Isaac Lufata and Emmanuel Bewayo, two Ugandan students who are being sponsored by the Haileybury Youth Trust, with Ben Daniels and Charlotte Gillies, the Haileybury gap year students

The Haileybury Youth Trust (HYT) is helping to pioneer a new technology which will revolutionise the building of schools and houses in Africa and have a significant impact on climate change.

The HYT has embarked on a project in Uganda, promoting a construction technology called an interlocking stabilised soil block (ISSB) that has the potential to change the way houses and schools are built across the whole of sub-Saharan Africa, while preserving the region's fragile environment.

Dr Moses Musaazi, an engineer at Makerere University in Kampala, has developed a technique which, by mixing soil and cement and then compressing the dampened mixture in a mould, produces an interlocking block (twice the size of a normal brick) that is stronger and more uniformly shaped than a conventional brick.

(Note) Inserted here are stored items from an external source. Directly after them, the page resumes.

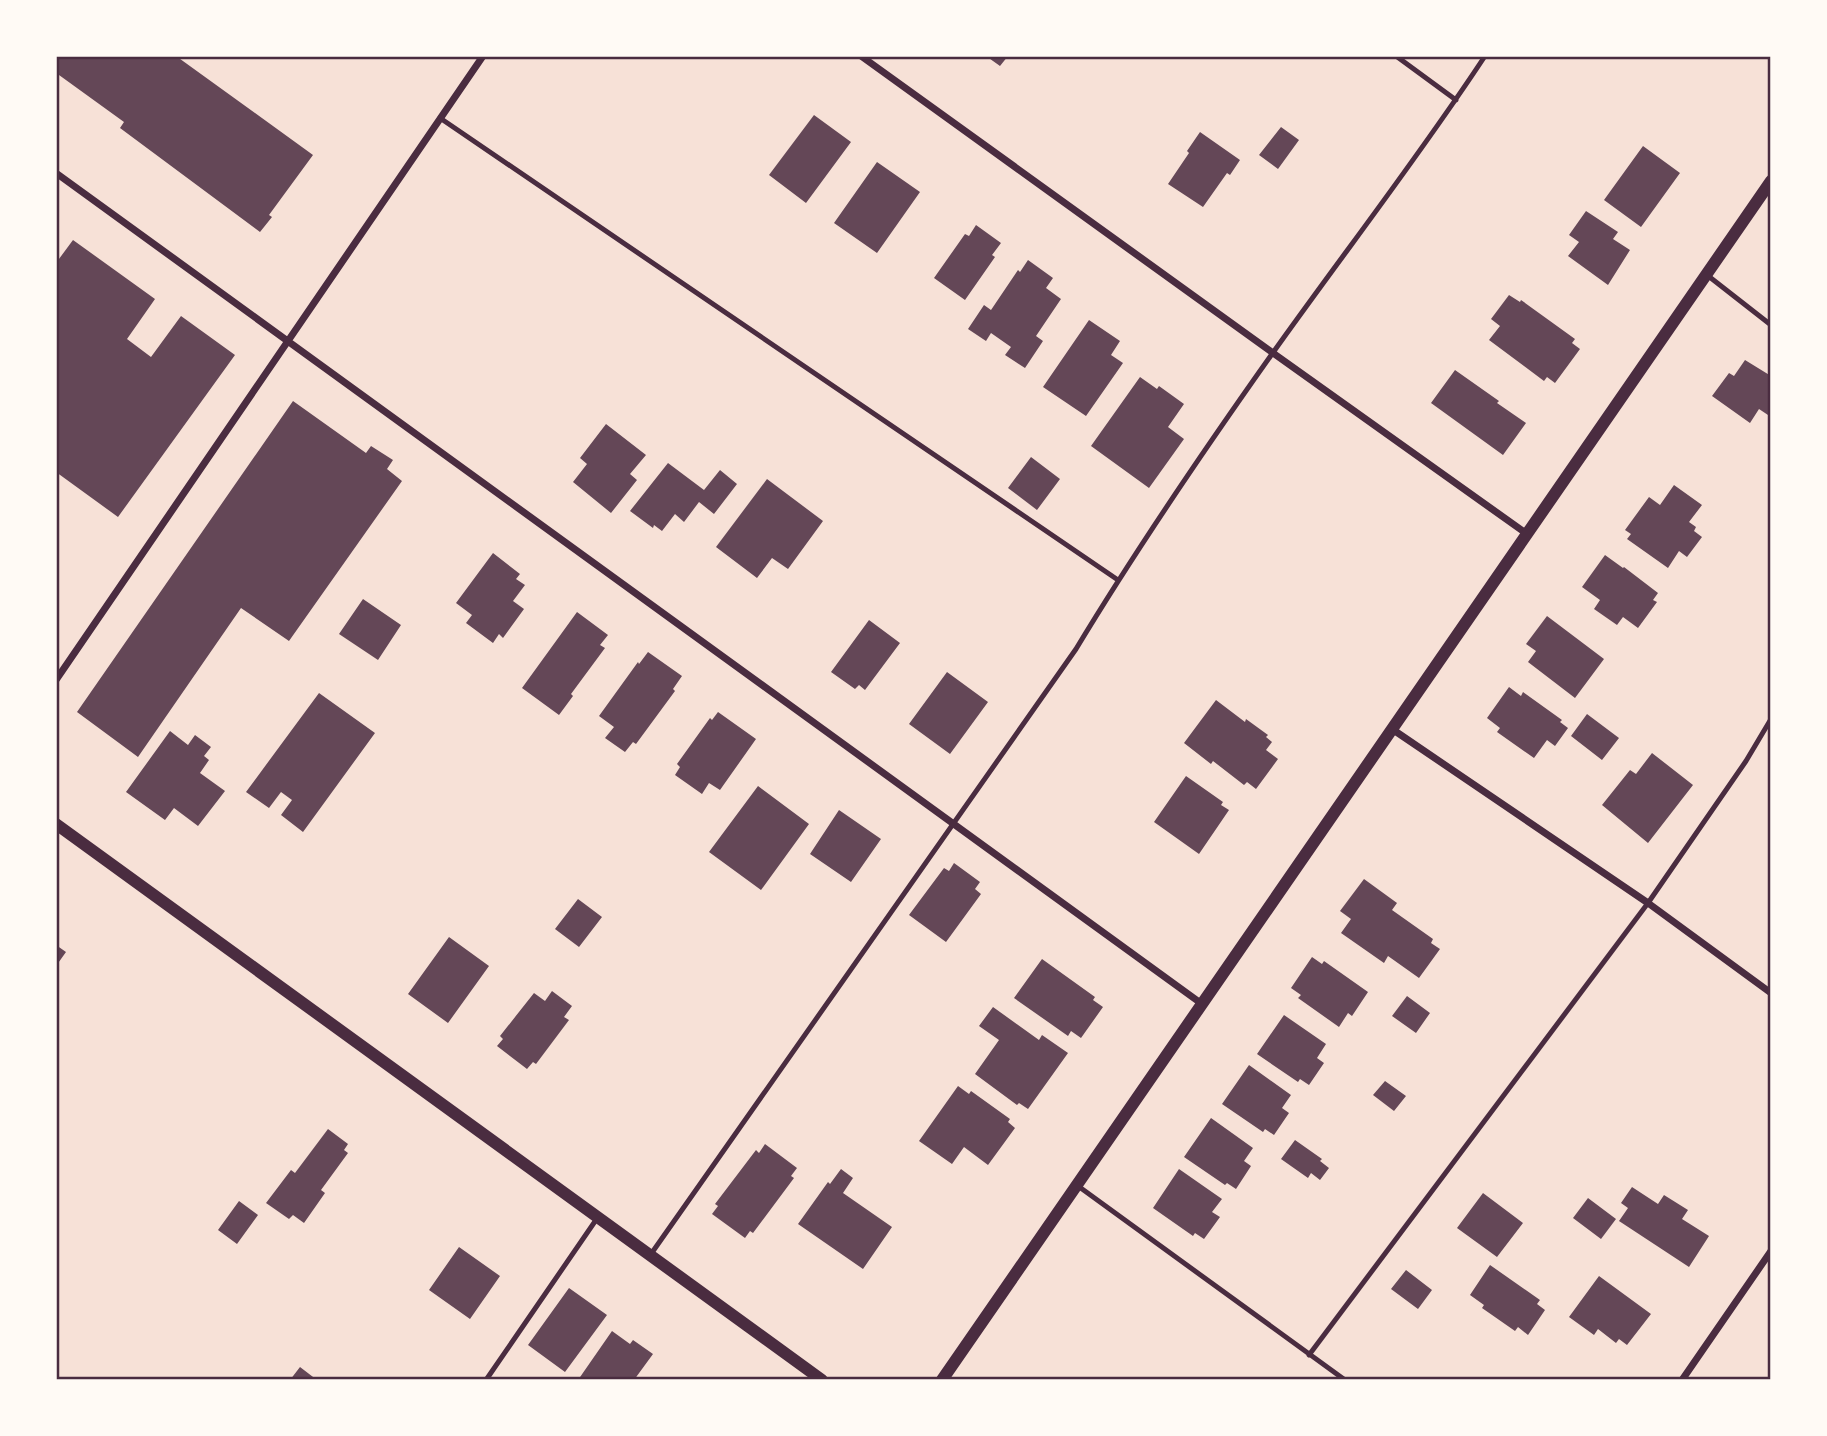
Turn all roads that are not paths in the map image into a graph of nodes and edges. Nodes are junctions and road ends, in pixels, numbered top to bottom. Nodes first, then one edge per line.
1 (483, 56) edge
2 (861, 56) edge
3 (1396, 56) edge
4 (1485, 56) edge
5 (1456, 100) junction
6 (440, 118) junction
7 (56, 173) edge
8 (1771, 181) edge
9 (1706, 275) junction
10 (1771, 325) edge
11 (288, 341) junction
12 (1273, 354) junction
13 (1527, 534) junction
14 (1118, 580) junction
15 (56, 680) edge
16 (1771, 719) edge
17 (1392, 729) junction
18 (954, 823) junction
19 (56, 824) edge
20 (1648, 903) junction
21 (1771, 993) edge
22 (1202, 1004) junction
23 (1077, 1185) junction
24 (598, 1217) junction
25 (1771, 1251) edge
26 (651, 1254) junction
27 (1309, 1355) junction
28 (486, 1380) edge
29 (822, 1380) edge
30 (942, 1380) edge
31 (1345, 1380) edge
32 (1682, 1380) edge

1 - 6 street
2 - 12 street
3 - 5 lane
4 - 5 lane
5 - 12 lane
6 - 11 street
6 - 14 lane
7 - 11 street
8 - 9 street
9 - 10 lane
9 - 13 street
11 - 15 street
11 - 18 street
12 - 13 street
12 - 14 lane
13 - 17 street
14 - 18 lane
16 - 20 lane
17 - 20 street
17 - 22 street
18 - 22 street
18 - 26 lane
19 - 24 street
20 - 21 street
20 - 27 lane
22 - 23 street
23 - 27 lane
23 - 30 street
24 - 26 street
24 - 28 lane
25 - 32 street
26 - 29 street
27 - 31 lane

Dr Musaazi says: “Cutting down trees for firing bricks is second to charcoal burning in destroying Uganda's forest cover. The adoption of this technology will dramatically reduce this environmental damage.”

The technology has been endorsed by Hilary Benn when Secretary of State for International Development.

The HYT will continue to send GAP year students to work alongside Ugandan school leavers on projects and in promoting alternative technology in schools' curricula.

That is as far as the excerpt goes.